## Problem:
Restate the data word for word and leave the images out.

## Record extracts:
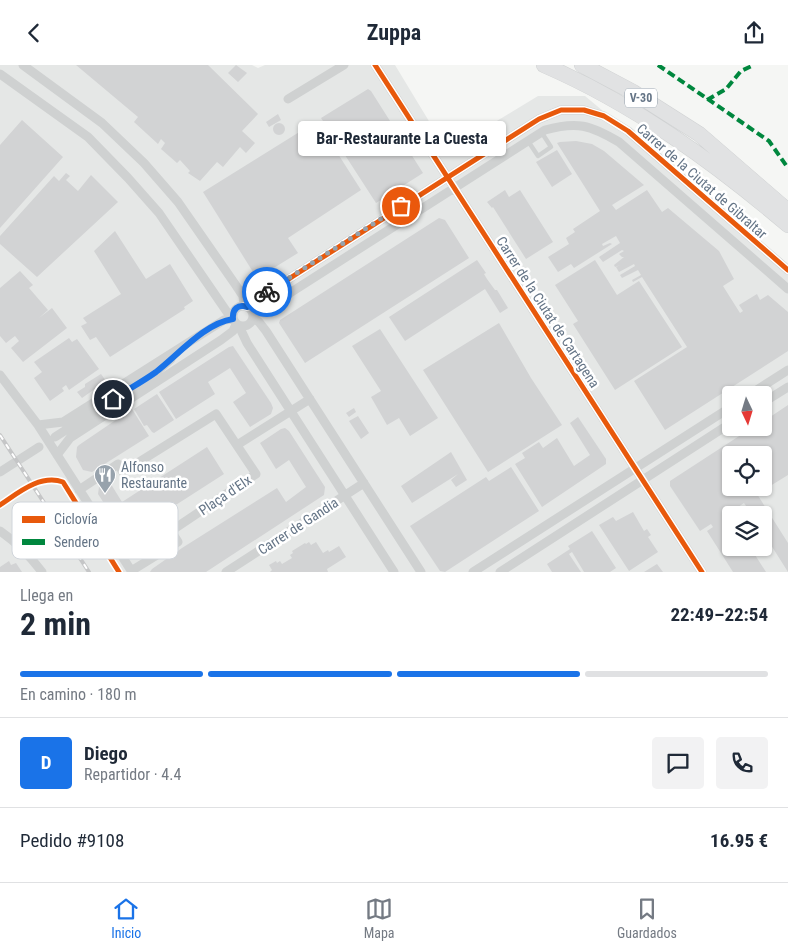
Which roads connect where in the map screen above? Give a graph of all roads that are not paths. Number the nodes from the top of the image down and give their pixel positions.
1 (23, 65) edge
2 (344, 65) edge
3 (375, 65) edge
4 (544, 65) edge
5 (582, 65) edge
6 (0, 74) edge
7 (288, 99) dead end
8 (543, 131) junction
9 (699, 134) junction
10 (528, 141) junction
11 (447, 177) junction
12 (454, 188) junction
13 (788, 199) edge
14 (788, 211) edge
15 (788, 225) edge
16 (788, 271) edge
17 (788, 289) edge
18 (246, 306) junction
19 (253, 317) junction
20 (235, 321) junction
21 (200, 335) junction
22 (209, 348) junction
23 (788, 370) edge
24 (156, 372) junction
25 (0, 375) edge
26 (763, 386) edge
27 (788, 387) edge
28 (772, 397) edge
29 (310, 399) junction
30 (291, 411) junction
31 (722, 413) edge
32 (38, 425) junction
33 (722, 429) edge
34 (55, 437) dead end
35 (237, 445) junction
36 (39, 447) dead end
37 (57, 455) junction
38 (635, 468) junction
39 (0, 472) edge
40 (643, 480) junction
41 (364, 483) junction
42 (79, 490) junction
43 (345, 496) junction
44 (87, 502) edge
45 (178, 526) edge
46 (0, 531) edge
47 (12, 539) edge
48 (32, 559) edge
49 (124, 559) edge
50 (151, 559) edge
51 (132, 571) edge
52 (42, 572) edge
53 (226, 572) edge
54 (394, 572) edge
55 (421, 572) edge
56 (473, 572) edge
57 (500, 572) edge
58 (702, 572) edge

1 - 18 street
2 - 7 street
3 - 11 street, Carrer de la Ciutat de Cartagena
4 - 15 highway, V-30
5 - 9 highway, V-30
6 - 20 street
8 - 10 street
8 - 10 lane
8 - 17 street, Carrer de la Ciutat de Gibraltar
9 - 13 highway
9 - 14 highway, V-30
10 - 12 street
11 - 12 street, Carrer de la Ciutat de Cartagena
11 - 16 street, Carrer de la Ciutat de Gibraltar
11 - 18 street, Carrer de la Ciutat de Gibraltar
12 - 19 street
12 - 38 street, Carrer de la Ciutat de Cartagena
18 - 19 street
18 - 20 street
19 - 20 street
19 - 29 street
20 - 21 street
20 - 22 street
20 - 30 street
21 - 24 street
21 - 32 street
22 - 24 street
22 - 37 street
23 - 26 street
24 - 34 street
25 - 32 street
27 - 28 street
29 - 30 street
29 - 41 street
30 - 35 street
30 - 43 street
31 - 38 street
32 - 37 street
33 - 40 street
35 - 42 street, Plaça d'Elx
35 - 45 street, Plaça d'Elx
36 - 39 street
37 - 42 street
38 - 40 street, Carrer de la Ciutat de Cartagena
38 - 56 street
40 - 57 street
40 - 58 street, Carrer de la Ciutat de Cartagena
41 - 43 street, Carrer de Gandia
41 - 55 street
42 - 44 street
43 - 53 street, Carrer de Gandia
43 - 54 street
46 - 47 street
48 - 52 street
49 - 51 street
50 - 51 street, Plaça d'Elx

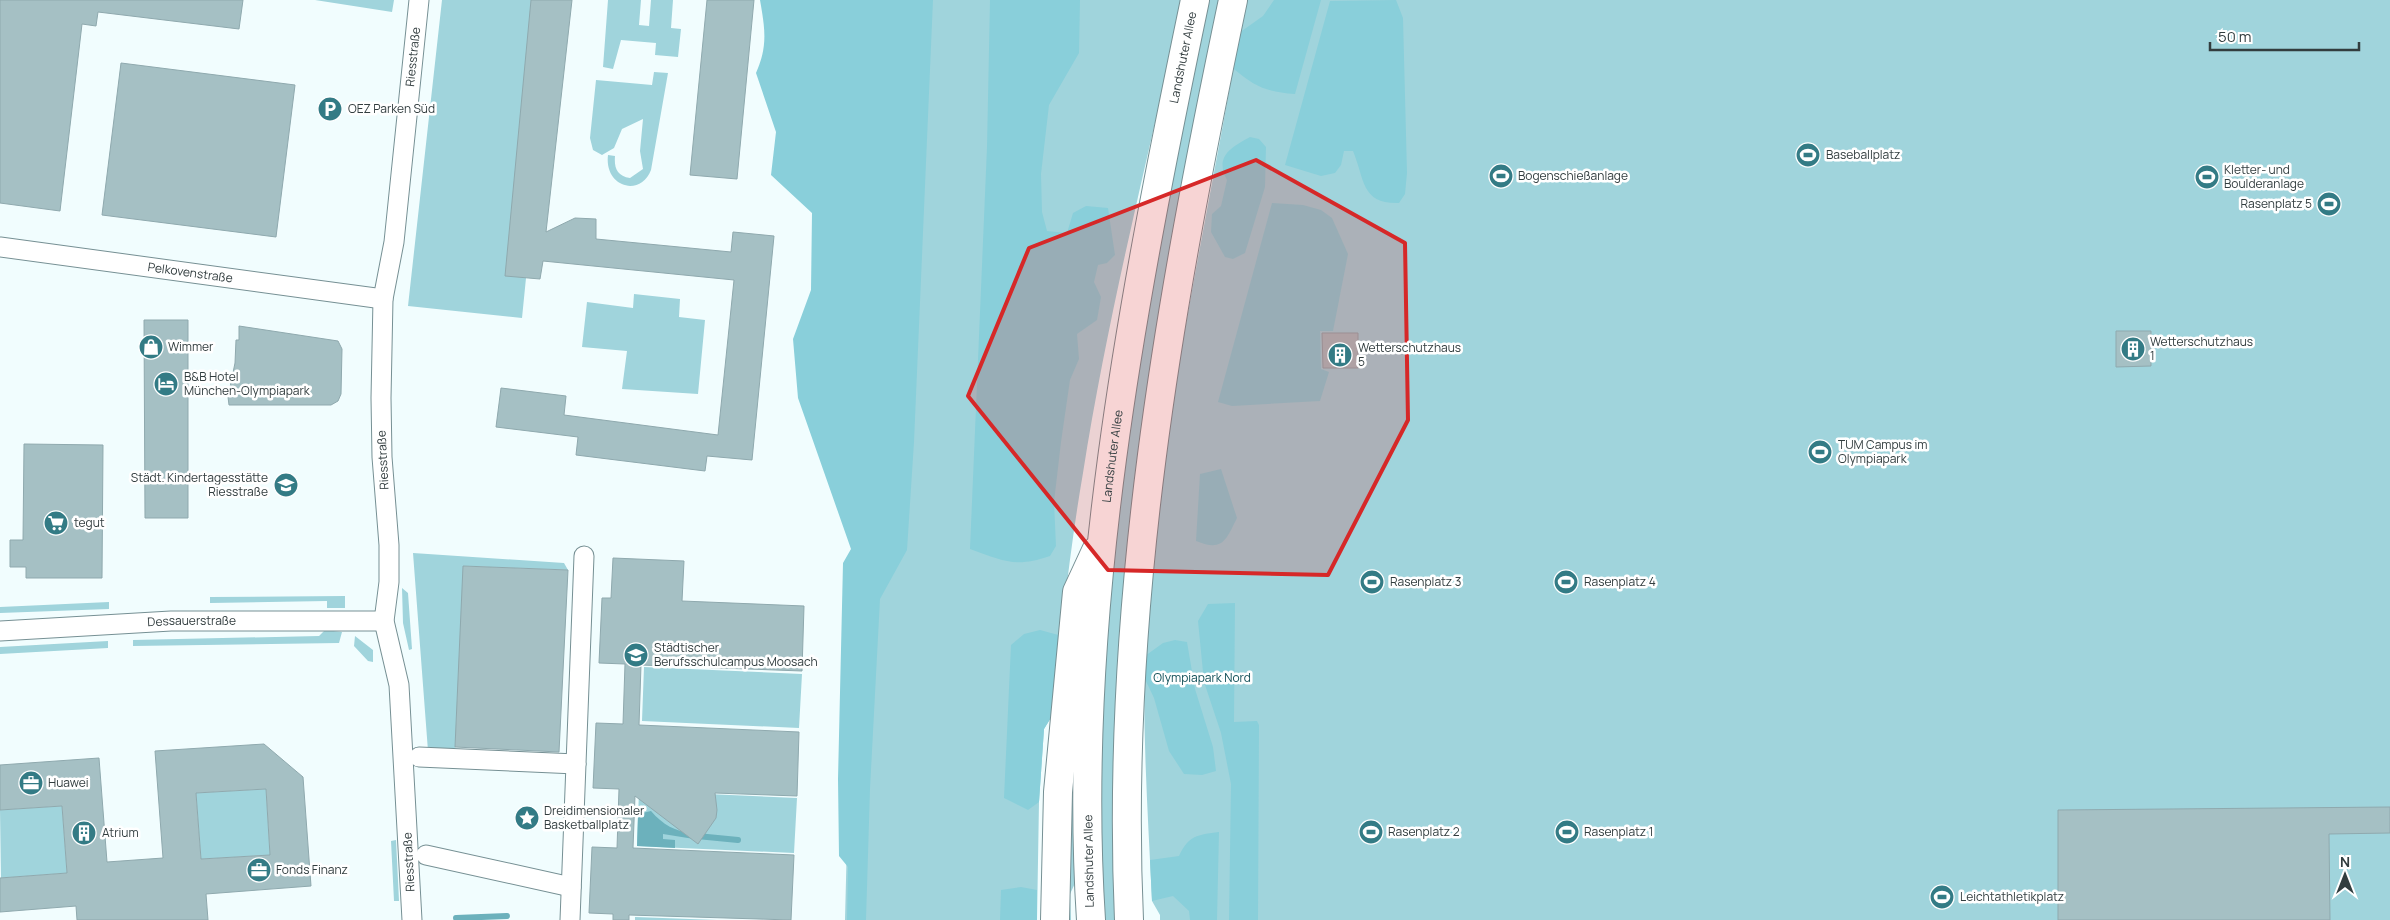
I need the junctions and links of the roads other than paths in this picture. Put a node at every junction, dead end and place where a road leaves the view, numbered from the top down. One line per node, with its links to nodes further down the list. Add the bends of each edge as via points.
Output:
1 (419, 0): 5 (street, Riesstraße, via 394,237)
2 (1195, 0): 6 (highway, Landshuter Allee, via 1147,236)
3 (1233, 0): 18 (highway, via 1184,243 1145,494 1128,705)
4 (0, 247): 5 (street, Pelkovenstraße)
5 (383, 300): 8 (street, Riesstraße, via 382,457 390,564)
6 (1105, 531): 16 (highway, via 1077,592 1059,782); 17 (highway, Landshuter Allee, via 1090,706)
7 (584, 556): 11 (street)
8 (384, 620): 9 (street, Dessauerstraße, via 171,622); 14 (street, Riesstraße, via 397,671)
9 (0, 631)
10 (419, 757): 11 (street)
11 (576, 764): 13 (street)
12 (426, 855): 13 (street)
13 (571, 886): 15 (street)
14 (412, 920)
15 (570, 920)
16 (1055, 920)
17 (1091, 920)
18 (1129, 920)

## Answer box:
Which roads connect where in the map screen above? Give a graph of all roads that are not paths. Number the nodes from the top of the image down and give their pixel positions.
1 (23, 65) edge
2 (344, 65) edge
3 (375, 65) edge
4 (544, 65) edge
5 (582, 65) edge
6 (0, 74) edge
7 (288, 99) dead end
8 (543, 131) junction
9 (699, 134) junction
10 (528, 141) junction
11 (447, 177) junction
12 (454, 188) junction
13 (788, 199) edge
14 (788, 211) edge
15 (788, 225) edge
16 (788, 271) edge
17 (788, 289) edge
18 (246, 306) junction
19 (253, 317) junction
20 (235, 321) junction
21 (200, 335) junction
22 (209, 348) junction
23 (788, 370) edge
24 (156, 372) junction
25 (0, 375) edge
26 (763, 386) edge
27 (788, 387) edge
28 (772, 397) edge
29 (310, 399) junction
30 (291, 411) junction
31 (722, 413) edge
32 (38, 425) junction
33 (722, 429) edge
34 (55, 437) dead end
35 (237, 445) junction
36 (39, 447) dead end
37 (57, 455) junction
38 (635, 468) junction
39 (0, 472) edge
40 (643, 480) junction
41 (364, 483) junction
42 (79, 490) junction
43 (345, 496) junction
44 (87, 502) edge
45 (178, 526) edge
46 (0, 531) edge
47 (12, 539) edge
48 (32, 559) edge
49 (124, 559) edge
50 (151, 559) edge
51 (132, 571) edge
52 (42, 572) edge
53 (226, 572) edge
54 (394, 572) edge
55 (421, 572) edge
56 (473, 572) edge
57 (500, 572) edge
58 (702, 572) edge

1 - 18 street
2 - 7 street
3 - 11 street, Carrer de la Ciutat de Cartagena
4 - 15 highway, V-30
5 - 9 highway, V-30
6 - 20 street
8 - 10 street
8 - 10 lane
8 - 17 street, Carrer de la Ciutat de Gibraltar
9 - 13 highway
9 - 14 highway, V-30
10 - 12 street
11 - 12 street, Carrer de la Ciutat de Cartagena
11 - 16 street, Carrer de la Ciutat de Gibraltar
11 - 18 street, Carrer de la Ciutat de Gibraltar
12 - 19 street
12 - 38 street, Carrer de la Ciutat de Cartagena
18 - 19 street
18 - 20 street
19 - 20 street
19 - 29 street
20 - 21 street
20 - 22 street
20 - 30 street
21 - 24 street
21 - 32 street
22 - 24 street
22 - 37 street
23 - 26 street
24 - 34 street
25 - 32 street
27 - 28 street
29 - 30 street
29 - 41 street
30 - 35 street
30 - 43 street
31 - 38 street
32 - 37 street
33 - 40 street
35 - 42 street, Plaça d'Elx
35 - 45 street, Plaça d'Elx
36 - 39 street
37 - 42 street
38 - 40 street, Carrer de la Ciutat de Cartagena
38 - 56 street
40 - 57 street
40 - 58 street, Carrer de la Ciutat de Cartagena
41 - 43 street, Carrer de Gandia
41 - 55 street
42 - 44 street
43 - 53 street, Carrer de Gandia
43 - 54 street
46 - 47 street
48 - 52 street
49 - 51 street
50 - 51 street, Plaça d'Elx

I need the junctions and links of the roads other than paths in this picture. Put a node at every junction, dead end and place where a road leaves the view, numbered from the top down. One line per node, with its links to nodes further down the list. Add the bends of each edge as via points.
Output:
1 (419, 0): 5 (street, Riesstraße, via 394,237)
2 (1195, 0): 6 (highway, Landshuter Allee, via 1147,236)
3 (1233, 0): 18 (highway, via 1184,243 1145,494 1128,705)
4 (0, 247): 5 (street, Pelkovenstraße)
5 (383, 300): 8 (street, Riesstraße, via 382,457 390,564)
6 (1105, 531): 16 (highway, via 1077,592 1059,782); 17 (highway, Landshuter Allee, via 1090,706)
7 (584, 556): 11 (street)
8 (384, 620): 9 (street, Dessauerstraße, via 171,622); 14 (street, Riesstraße, via 397,671)
9 (0, 631)
10 (419, 757): 11 (street)
11 (576, 764): 13 (street)
12 (426, 855): 13 (street)
13 (571, 886): 15 (street)
14 (412, 920)
15 (570, 920)
16 (1055, 920)
17 (1091, 920)
18 (1129, 920)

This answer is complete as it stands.